Scientific classification
- Kingdom: Plantae
- Clade: Tracheophytes
- Clade: Angiosperms
- Clade: Eudicots
- Clade: Asterids
- Order: Boraginales
- Family: Boraginaceae
- Genus: Hackelia
- Species: H. amethystina
- Binomial name: Hackelia amethystina J.T.Howell

= Hackelia amethystina =

- Genus: Hackelia
- Species: amethystina
- Authority: J.T.Howell

Species of flowering plant

Hackelia amethystina is a species of flowering plant in the borage family known by its common name, amethyst stickseed.

==Distribution==
The plant is endemic to northern California.

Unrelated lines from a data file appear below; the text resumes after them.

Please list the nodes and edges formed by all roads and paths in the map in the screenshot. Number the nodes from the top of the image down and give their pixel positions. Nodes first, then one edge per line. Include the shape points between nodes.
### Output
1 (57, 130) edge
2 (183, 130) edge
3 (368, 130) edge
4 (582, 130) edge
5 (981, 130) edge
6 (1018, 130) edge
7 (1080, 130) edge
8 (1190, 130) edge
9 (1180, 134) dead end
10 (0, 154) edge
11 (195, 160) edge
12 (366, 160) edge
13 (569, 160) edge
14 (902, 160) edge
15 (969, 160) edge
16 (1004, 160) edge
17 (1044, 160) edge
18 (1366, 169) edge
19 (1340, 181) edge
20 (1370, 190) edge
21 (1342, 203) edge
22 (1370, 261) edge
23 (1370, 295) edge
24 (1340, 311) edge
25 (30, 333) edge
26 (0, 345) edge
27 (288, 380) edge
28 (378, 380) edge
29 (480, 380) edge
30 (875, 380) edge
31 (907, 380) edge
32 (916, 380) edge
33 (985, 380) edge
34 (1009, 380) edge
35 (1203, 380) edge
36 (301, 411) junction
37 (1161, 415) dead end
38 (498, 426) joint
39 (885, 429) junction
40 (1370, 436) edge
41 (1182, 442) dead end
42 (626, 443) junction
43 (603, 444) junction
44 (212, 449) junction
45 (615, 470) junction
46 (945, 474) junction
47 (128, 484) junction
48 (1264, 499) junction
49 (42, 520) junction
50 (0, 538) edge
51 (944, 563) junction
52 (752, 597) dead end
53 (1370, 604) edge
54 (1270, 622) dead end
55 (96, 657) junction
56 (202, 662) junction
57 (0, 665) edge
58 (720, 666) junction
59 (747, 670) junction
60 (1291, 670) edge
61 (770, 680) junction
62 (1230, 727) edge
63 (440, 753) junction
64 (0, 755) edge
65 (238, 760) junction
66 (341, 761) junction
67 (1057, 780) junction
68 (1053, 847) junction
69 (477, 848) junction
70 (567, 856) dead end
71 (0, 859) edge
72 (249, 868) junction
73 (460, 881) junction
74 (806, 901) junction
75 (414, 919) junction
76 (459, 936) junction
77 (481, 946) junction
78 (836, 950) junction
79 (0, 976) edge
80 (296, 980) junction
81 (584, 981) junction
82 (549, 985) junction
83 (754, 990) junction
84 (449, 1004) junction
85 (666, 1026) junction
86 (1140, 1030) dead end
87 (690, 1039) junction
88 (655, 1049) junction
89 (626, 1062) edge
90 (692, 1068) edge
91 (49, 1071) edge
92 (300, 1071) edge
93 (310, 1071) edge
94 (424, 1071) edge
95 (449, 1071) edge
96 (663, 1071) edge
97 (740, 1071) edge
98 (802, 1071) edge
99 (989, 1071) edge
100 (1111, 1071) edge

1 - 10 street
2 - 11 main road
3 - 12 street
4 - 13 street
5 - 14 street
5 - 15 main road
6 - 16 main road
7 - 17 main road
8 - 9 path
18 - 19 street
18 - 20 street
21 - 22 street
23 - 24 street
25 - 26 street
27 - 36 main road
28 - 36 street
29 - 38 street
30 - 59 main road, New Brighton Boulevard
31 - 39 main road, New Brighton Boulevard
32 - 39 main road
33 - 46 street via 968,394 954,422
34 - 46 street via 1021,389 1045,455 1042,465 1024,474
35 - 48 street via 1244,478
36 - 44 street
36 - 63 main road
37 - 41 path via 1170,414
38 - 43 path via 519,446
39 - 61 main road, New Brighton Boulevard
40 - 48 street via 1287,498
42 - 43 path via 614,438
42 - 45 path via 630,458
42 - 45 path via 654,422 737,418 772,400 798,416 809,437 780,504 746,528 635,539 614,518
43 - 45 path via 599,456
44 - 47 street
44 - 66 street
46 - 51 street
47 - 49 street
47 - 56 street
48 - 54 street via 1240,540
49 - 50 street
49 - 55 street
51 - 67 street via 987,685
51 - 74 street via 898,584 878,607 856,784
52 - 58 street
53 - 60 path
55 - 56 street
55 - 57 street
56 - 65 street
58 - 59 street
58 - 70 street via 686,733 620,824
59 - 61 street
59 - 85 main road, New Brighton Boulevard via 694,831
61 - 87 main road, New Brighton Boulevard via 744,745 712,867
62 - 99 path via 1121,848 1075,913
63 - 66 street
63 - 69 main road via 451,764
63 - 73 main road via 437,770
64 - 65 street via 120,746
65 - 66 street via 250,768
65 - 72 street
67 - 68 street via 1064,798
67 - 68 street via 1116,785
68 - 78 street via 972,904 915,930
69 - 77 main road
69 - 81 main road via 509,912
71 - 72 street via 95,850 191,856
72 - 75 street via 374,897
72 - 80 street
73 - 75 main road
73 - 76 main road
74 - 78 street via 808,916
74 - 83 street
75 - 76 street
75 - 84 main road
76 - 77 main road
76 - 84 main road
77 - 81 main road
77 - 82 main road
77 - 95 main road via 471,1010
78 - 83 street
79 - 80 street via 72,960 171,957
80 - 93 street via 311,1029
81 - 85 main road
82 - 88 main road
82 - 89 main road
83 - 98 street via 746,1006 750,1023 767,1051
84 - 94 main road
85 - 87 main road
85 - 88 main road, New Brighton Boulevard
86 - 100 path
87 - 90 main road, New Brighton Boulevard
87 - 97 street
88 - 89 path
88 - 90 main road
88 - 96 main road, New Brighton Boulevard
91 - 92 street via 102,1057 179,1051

It is found in meadows and openings of Yellow pine forest habitats from 1370–2200 m in elevation, in the Northern California Coast Ranges and in the northern Sierra Nevada primarily within Plumas County. In the Sierra, it is often mistaken in flower for Hackelia nervosa.

==Description==
Hackelia amethystina is a densely hairy perennial herb 40 to 80 centimeters 40 to 80 cm tall. The leaves around the base of the stem may be up to 30 cm long and there are generally several smaller leaves along the stem.

The inflorescence is an array of coils of flowers. Each flower is just over a centimeter wide with blue to pinkish lobes with white appendages at the bases. The fruit is a cluster of prickly nutlets.